● **What the task asks**
Of the lines below, report only those that contain "MELBOURNE".

Stored data entries:
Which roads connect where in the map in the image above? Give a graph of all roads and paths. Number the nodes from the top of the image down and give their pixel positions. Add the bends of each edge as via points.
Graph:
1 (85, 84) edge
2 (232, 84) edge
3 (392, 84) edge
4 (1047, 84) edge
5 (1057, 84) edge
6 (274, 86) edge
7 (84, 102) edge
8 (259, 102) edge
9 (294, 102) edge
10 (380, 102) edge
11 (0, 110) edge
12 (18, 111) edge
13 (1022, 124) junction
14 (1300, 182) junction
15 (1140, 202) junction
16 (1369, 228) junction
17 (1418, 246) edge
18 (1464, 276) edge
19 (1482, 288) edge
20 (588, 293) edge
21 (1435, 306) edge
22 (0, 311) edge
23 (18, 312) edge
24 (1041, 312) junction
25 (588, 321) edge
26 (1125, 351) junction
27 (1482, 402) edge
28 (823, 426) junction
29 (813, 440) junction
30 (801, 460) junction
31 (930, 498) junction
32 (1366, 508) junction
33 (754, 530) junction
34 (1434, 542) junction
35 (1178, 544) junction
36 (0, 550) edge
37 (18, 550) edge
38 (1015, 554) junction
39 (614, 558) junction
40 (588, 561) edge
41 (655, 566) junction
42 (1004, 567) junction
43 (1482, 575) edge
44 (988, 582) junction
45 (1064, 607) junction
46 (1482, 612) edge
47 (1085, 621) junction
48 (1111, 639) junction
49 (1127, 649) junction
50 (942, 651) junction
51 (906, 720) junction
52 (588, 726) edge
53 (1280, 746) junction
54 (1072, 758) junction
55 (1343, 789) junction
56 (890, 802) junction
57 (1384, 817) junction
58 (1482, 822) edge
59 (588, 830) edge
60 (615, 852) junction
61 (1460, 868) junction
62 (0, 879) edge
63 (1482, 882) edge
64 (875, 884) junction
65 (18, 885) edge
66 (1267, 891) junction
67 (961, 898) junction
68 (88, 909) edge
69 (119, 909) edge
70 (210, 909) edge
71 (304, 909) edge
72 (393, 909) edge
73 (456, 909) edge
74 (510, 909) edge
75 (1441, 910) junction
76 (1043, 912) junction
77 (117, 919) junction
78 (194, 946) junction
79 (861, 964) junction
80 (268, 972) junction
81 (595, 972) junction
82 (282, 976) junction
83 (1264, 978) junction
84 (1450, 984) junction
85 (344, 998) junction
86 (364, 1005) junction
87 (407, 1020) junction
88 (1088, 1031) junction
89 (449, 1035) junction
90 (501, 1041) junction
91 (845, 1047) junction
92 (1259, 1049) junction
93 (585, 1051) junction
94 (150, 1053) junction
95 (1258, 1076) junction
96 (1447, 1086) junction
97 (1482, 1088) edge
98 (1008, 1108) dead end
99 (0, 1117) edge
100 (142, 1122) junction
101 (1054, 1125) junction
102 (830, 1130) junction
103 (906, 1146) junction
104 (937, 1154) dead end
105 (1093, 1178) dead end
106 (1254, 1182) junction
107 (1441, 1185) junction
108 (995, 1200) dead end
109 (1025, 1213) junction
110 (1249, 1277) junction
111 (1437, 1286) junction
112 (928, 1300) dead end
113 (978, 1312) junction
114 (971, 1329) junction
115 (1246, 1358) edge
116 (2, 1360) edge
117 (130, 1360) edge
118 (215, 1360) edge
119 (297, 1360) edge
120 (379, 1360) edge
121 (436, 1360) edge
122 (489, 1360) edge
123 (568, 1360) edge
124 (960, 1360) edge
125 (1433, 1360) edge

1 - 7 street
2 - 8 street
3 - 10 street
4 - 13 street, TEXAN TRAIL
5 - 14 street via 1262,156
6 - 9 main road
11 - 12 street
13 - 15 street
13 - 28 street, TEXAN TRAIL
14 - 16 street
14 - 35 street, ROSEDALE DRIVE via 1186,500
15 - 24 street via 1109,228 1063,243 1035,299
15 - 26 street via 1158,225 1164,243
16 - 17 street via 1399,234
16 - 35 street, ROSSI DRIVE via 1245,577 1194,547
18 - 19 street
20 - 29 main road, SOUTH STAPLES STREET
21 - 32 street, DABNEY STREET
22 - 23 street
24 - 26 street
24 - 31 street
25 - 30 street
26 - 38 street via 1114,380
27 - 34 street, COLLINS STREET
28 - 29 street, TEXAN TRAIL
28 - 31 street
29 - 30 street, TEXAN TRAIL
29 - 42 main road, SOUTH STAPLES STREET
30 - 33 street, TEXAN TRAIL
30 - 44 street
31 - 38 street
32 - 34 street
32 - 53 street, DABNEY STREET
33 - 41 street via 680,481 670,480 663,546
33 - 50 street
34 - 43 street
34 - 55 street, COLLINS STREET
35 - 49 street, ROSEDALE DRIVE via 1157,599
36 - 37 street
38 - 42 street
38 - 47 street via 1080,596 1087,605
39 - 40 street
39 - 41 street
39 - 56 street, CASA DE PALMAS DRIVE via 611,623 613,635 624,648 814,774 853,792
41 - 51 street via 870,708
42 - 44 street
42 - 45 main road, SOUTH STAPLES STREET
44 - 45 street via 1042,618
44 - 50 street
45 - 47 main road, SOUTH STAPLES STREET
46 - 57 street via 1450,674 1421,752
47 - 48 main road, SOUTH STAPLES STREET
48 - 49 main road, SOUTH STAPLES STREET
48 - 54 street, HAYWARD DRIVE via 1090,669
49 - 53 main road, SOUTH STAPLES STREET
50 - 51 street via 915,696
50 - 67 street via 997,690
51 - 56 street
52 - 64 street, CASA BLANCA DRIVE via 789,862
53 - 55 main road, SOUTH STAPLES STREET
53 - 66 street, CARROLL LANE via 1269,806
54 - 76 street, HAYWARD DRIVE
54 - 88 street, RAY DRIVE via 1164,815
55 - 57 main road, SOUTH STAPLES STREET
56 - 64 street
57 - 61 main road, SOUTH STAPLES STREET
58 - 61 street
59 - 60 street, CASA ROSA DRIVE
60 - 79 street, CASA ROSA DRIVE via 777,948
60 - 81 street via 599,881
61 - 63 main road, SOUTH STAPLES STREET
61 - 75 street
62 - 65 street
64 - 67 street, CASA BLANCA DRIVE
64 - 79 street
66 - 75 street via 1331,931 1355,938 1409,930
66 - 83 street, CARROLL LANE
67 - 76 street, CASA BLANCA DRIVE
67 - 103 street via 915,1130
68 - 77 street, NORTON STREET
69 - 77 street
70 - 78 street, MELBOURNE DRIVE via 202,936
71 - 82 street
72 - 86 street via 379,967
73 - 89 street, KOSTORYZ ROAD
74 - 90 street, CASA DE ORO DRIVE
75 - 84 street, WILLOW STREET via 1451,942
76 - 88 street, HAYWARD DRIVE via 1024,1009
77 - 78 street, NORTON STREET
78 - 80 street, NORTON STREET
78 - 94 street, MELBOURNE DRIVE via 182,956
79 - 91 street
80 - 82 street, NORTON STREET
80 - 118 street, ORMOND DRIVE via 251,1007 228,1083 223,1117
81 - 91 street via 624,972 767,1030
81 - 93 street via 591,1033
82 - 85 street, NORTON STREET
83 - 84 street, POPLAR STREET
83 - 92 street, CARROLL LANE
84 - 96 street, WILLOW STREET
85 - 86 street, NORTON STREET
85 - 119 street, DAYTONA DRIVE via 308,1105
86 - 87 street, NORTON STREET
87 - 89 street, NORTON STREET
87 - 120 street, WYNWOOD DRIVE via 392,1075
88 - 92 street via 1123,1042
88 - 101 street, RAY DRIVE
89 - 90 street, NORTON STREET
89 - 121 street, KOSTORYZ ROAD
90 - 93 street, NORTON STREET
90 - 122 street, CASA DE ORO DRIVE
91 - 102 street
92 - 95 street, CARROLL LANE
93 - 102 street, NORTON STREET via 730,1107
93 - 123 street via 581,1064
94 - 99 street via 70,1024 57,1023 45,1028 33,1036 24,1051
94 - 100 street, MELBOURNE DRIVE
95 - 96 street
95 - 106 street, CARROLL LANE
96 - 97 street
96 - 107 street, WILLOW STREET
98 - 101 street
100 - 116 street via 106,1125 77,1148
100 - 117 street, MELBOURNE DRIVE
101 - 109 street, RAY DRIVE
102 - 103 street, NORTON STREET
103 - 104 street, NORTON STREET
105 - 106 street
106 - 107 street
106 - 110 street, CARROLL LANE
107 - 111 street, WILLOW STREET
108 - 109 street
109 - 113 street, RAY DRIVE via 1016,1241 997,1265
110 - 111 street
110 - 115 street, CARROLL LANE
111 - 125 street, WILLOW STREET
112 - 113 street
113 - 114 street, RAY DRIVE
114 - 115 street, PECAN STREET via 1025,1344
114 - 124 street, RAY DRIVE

● **Solution to the exercise**
70 - 78 street, MELBOURNE DRIVE via 202,936
78 - 94 street, MELBOURNE DRIVE via 182,956
94 - 100 street, MELBOURNE DRIVE
100 - 117 street, MELBOURNE DRIVE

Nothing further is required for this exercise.